Among the entries below, please show each line that carries the word "above".

# Data provided
______________________________
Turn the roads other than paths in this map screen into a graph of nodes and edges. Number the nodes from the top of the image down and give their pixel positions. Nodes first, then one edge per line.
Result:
______________________________
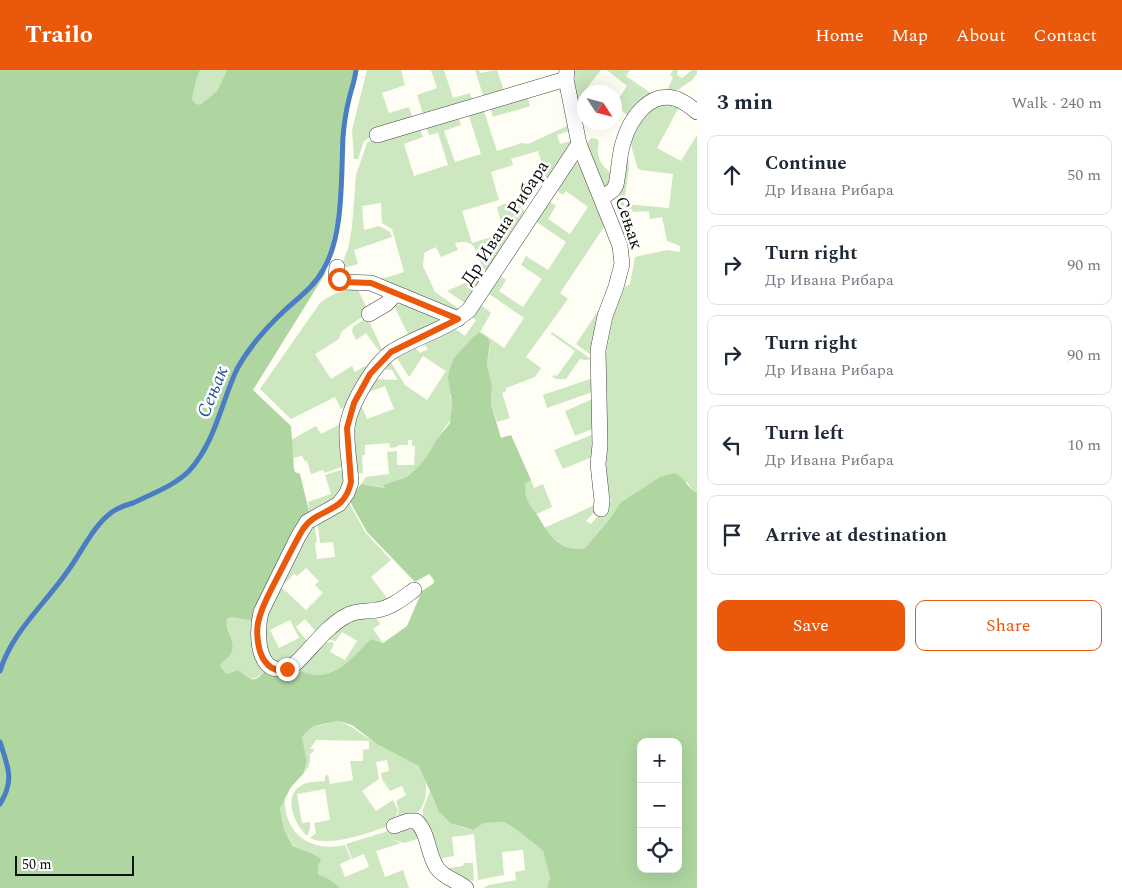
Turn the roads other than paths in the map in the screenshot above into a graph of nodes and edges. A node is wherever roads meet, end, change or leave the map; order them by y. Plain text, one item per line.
______________________________
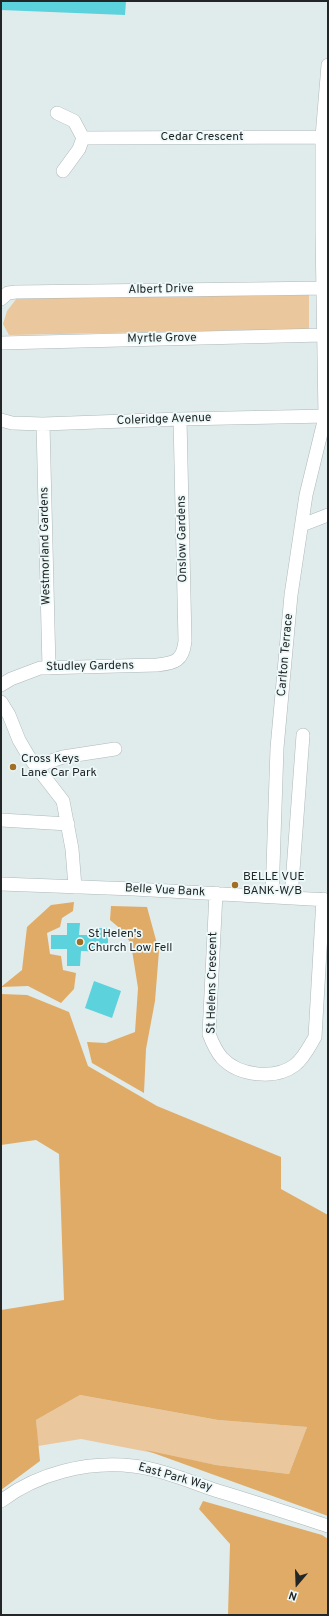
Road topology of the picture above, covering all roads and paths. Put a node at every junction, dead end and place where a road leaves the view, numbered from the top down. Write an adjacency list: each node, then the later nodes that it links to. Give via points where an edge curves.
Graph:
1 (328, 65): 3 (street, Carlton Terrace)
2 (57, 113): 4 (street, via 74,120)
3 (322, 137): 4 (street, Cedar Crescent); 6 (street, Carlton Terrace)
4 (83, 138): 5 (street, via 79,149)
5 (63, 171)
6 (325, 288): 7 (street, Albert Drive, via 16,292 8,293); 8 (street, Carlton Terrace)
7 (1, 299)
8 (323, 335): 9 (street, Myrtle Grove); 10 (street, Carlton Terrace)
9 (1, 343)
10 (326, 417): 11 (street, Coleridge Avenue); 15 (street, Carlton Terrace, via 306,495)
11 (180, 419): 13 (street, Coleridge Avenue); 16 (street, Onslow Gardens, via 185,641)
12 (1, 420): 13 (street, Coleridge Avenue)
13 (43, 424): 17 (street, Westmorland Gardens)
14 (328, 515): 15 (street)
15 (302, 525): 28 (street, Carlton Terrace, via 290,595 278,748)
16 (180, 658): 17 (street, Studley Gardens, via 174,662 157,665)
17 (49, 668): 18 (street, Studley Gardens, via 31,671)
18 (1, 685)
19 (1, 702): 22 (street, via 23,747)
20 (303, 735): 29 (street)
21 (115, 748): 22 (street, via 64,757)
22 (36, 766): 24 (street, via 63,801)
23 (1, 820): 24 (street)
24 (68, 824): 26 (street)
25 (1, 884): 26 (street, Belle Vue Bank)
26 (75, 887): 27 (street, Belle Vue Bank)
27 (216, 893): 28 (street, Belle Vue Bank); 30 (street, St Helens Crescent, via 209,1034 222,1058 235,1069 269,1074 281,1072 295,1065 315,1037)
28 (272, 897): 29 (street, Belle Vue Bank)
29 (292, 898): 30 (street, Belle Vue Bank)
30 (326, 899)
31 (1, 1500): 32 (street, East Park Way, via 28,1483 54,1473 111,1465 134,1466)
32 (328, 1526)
______________________________
# Problem solution
Turn the roads other than paths in the map in the screenshot above into a graph of nodes and edges. A node is wherever roads meet, end, change or leave the map; order them by y. Plain text, one item per line.
Road topology of the picture above, covering all roads and paths. Put a node at every junction, dead end and place where a road leaves the view, numbered from the top down. Write an adjacency list: each node, then the later nodes that it links to. Give via points where an edge curves.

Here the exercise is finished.